Summe Beispiel: 18 ct (Börse) + 13 ct (Netz) + 0,5 ct (Konzession) + 2,05 ct (Stromsteuer) = 33,55 ct/kWh — günstiger als Haushalt (38–42 ct), aber immer noch teuer.

Wärmepumpen, E-Auto-Ladestationen, Wärmespeicher — was ist möglich?

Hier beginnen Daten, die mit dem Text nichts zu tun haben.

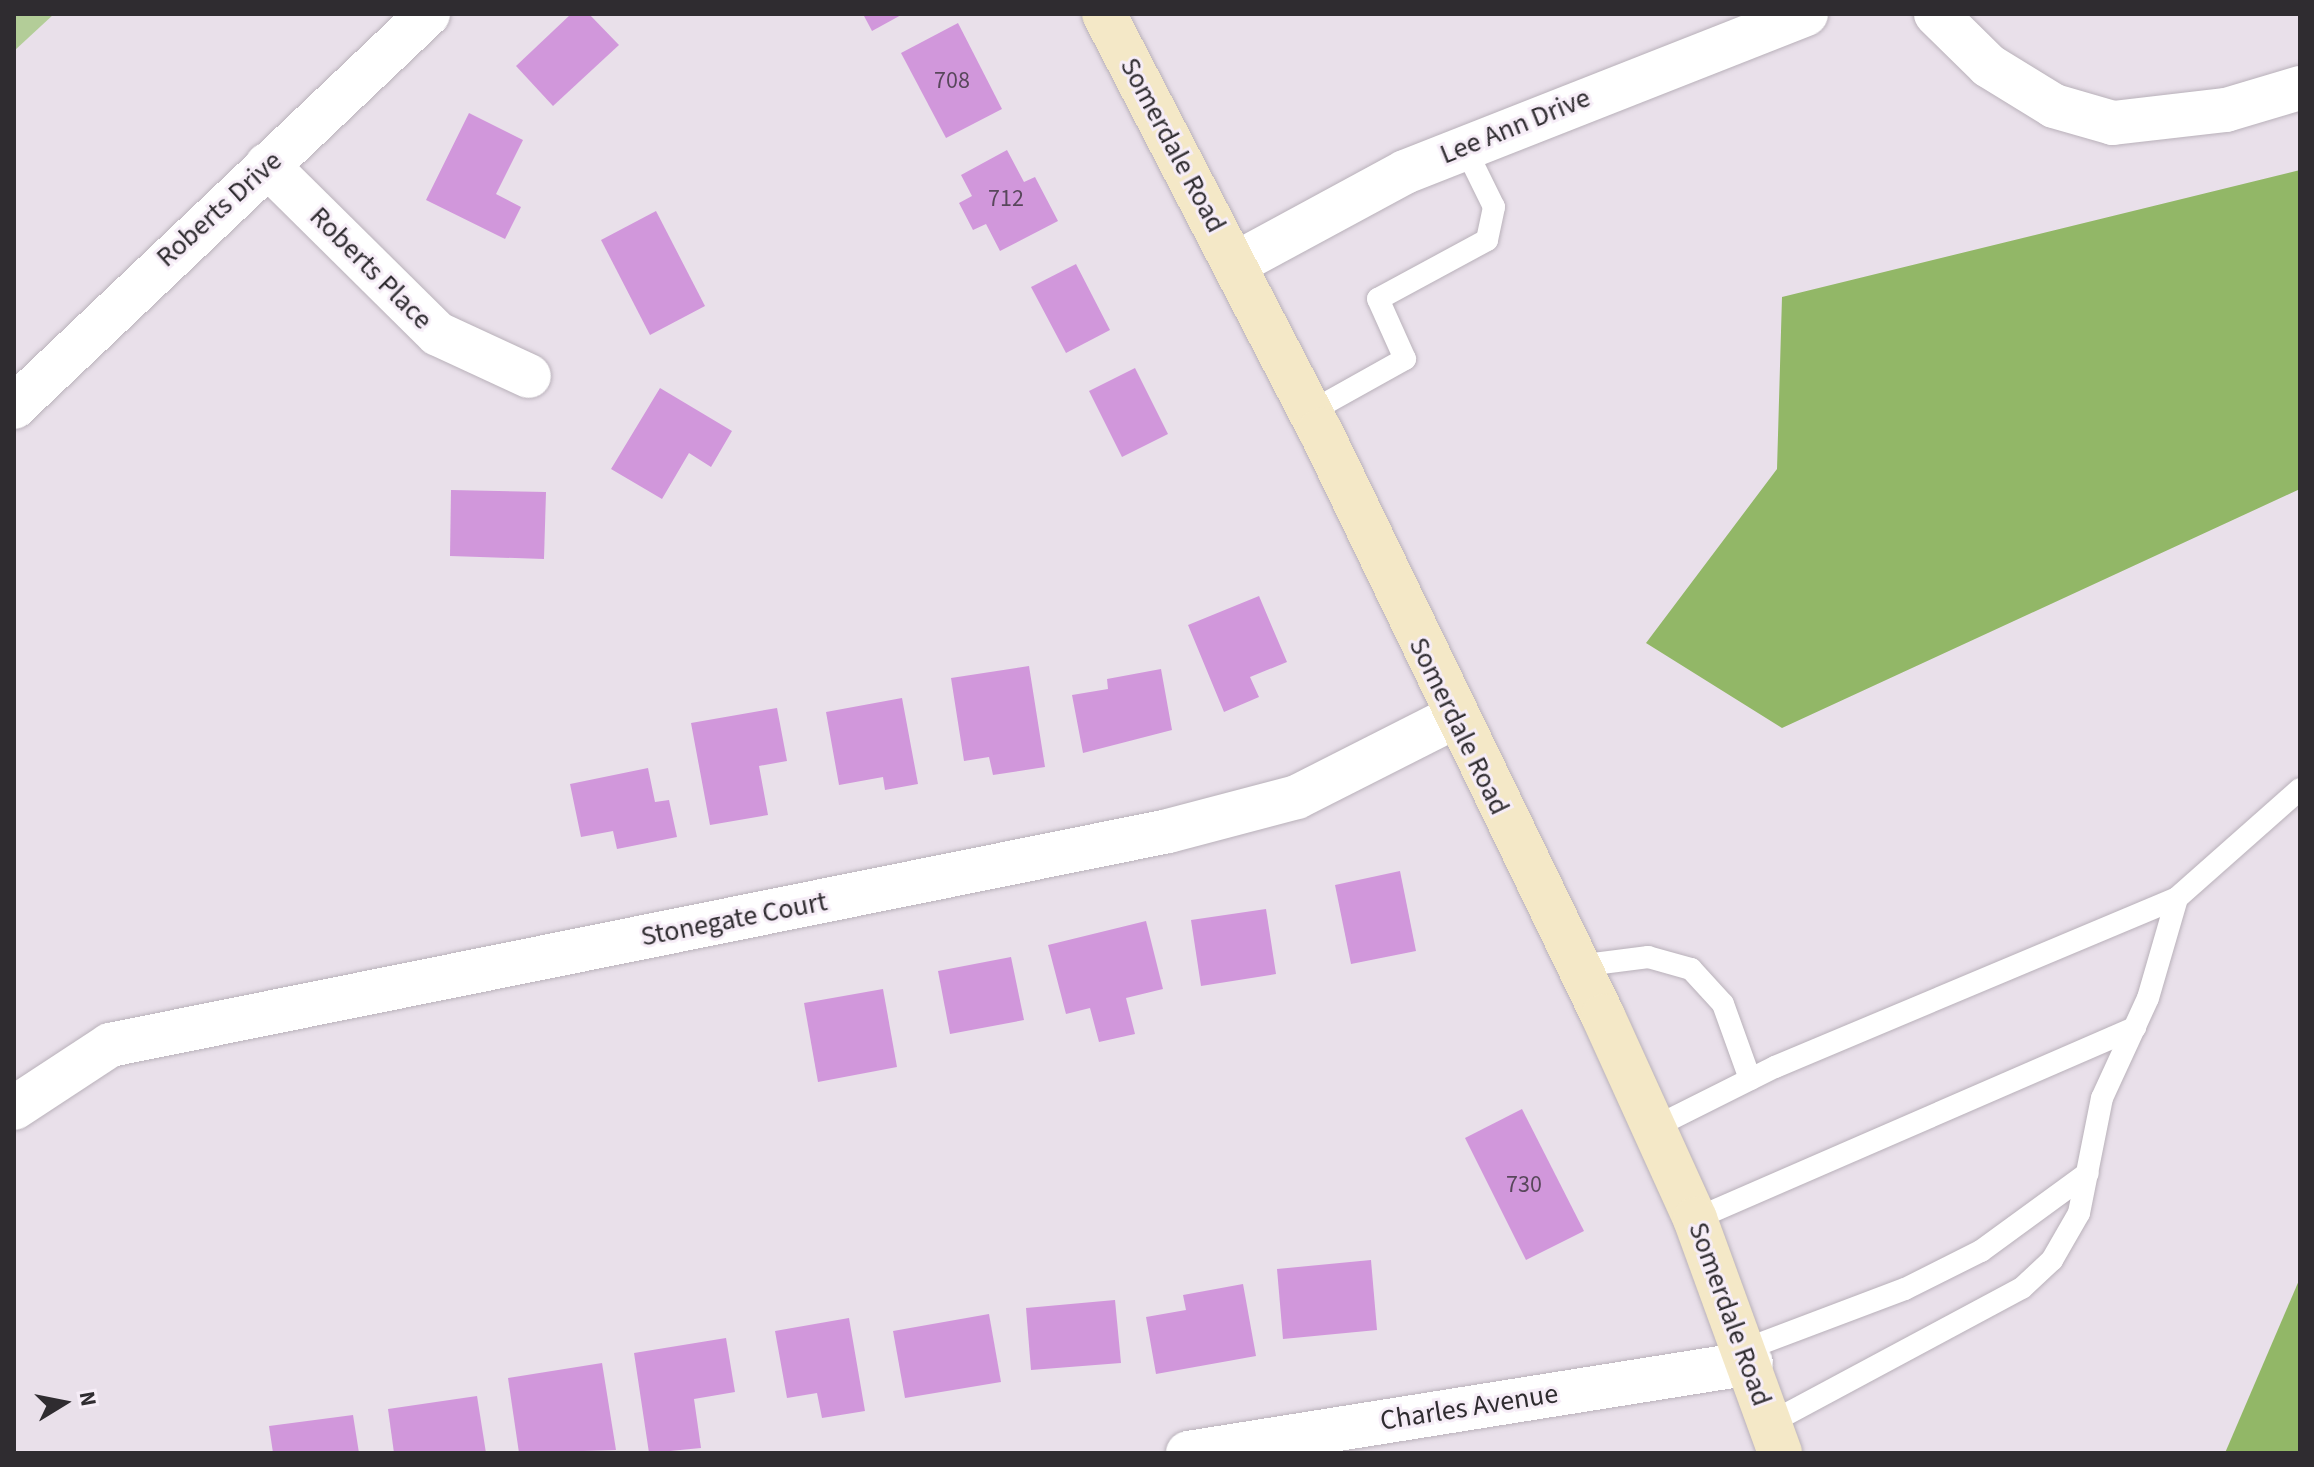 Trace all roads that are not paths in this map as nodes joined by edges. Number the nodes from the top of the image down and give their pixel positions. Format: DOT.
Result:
graph roads {
  1 [pos="428,14"];
  2 [pos="1104,14"];
  3 [pos="1806,14"];
  4 [pos="1936,14"];
  5 [pos="2300,88"];
  6 [pos="1464,146"];
  7 [pos="267,165"];
  8 [pos="1235,264"];
  9 [pos="529,376"];
  10 [pos="14,407"];
  11 [pos="1310,412"];
  12 [pos="1453,718"];
  13 [pos="2300,789"];
  14 [pos="2177,898"];
  15 [pos="1578,966"];
  16 [pos="2135,1028"];
  17 [pos="1750,1079"];
  18 [pos="14,1108"];
  19 [pos="1651,1129"];
  20 [pos="2088,1173"];
  21 [pos="1695,1219"];
  22 [pos="1748,1356"];
  23 [pos="1775,1438"];
  24 [pos="1188,1453"];
  1 -- 7 [label="street, Roberts Drive"];
  2 -- 8 [label="main road, Somerdale Road"];
  3 -- 6 [label="street, Lee Ann Drive"];
  4 -- 5 [label="street"];
  6 -- 8 [label="street, Lee Ann Drive"];
  6 -- 11 [label="lane"];
  7 -- 9 [label="street, Roberts Place"];
  7 -- 10 [label="street, Roberts Drive"];
  8 -- 11 [label="main road, Somerdale Road"];
  11 -- 12 [label="main road, Somerdale Road"];
  12 -- 15 [label="main road, Somerdale Road"];
  12 -- 18 [label="street, Stonegate Court"];
  13 -- 14 [label="lane"];
  14 -- 16 [label="lane"];
  14 -- 17 [label="lane"];
  15 -- 17 [label="lane"];
  15 -- 19 [label="main road, Somerdale Road"];
  16 -- 20 [label="lane"];
  16 -- 21 [label="lane"];
  17 -- 19 [label="lane"];
  19 -- 21 [label="main road, Somerdale Road"];
  20 -- 22 [label="lane"];
  20 -- 23 [label="lane"];
  21 -- 22 [label="main road, Somerdale Road"];
  22 -- 23 [label="main road, Somerdale Road"];
  22 -- 24 [label="street, Charles Avenue"];
}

Für Gewerbetreibende mit energieintensiven Anwendungen gibt es oft Speziallösungen:

Wärmepumpen für Gewerbebetriebe

  • Wenn Heizung/Warmwasser separat gemessen wird: Heizstrom-Tarif möglich (analog zu Haushalten)
  • §14a EnWG-Steuerbarkeit auch für Gewerbebetriebe
  • Ersparnis: 20–30 % vs. Haushalt-WP-Tarif

E-Auto-Ladestationen

  • Oft ein separater Zähler für Ladesäulen
  • Spezielle Tarife von Anbietern (z.B. für Taxistaffeln, Flottenbetreiber)
  • Kann günstiger sein als normaler Gewerbestrom

Sondertarif für energieintensive Betriebe

  • Metallbearbeitung, Chemiefabriken, Rechenzentren: Spezialverhandlungen mit direkter Börsenkopplung
  • Müssen direkt mit großen Anbietern verhandeln (Check24/Verivox nicht sichtbar)
  • Preise können deutlich unter Standard-Gewerbestrom liegen

Beispielrechnung: Friseursalon mit 8.000 kWh/Jahr

Betriebsdaten:

  • Frisörsalon, 2 Angestellte
  • Jahresverbrauch: 8.000 kWh (Heizung, Boiler, Haartrockner, Sterilisation)
  • PLZ: München (Stadtgebiet, moderate Netzentgelte)
  • Vertrag: 3 Jahre Laufzeit

Option A: Als Privatkunde anmelden (Haushalt-Tarif)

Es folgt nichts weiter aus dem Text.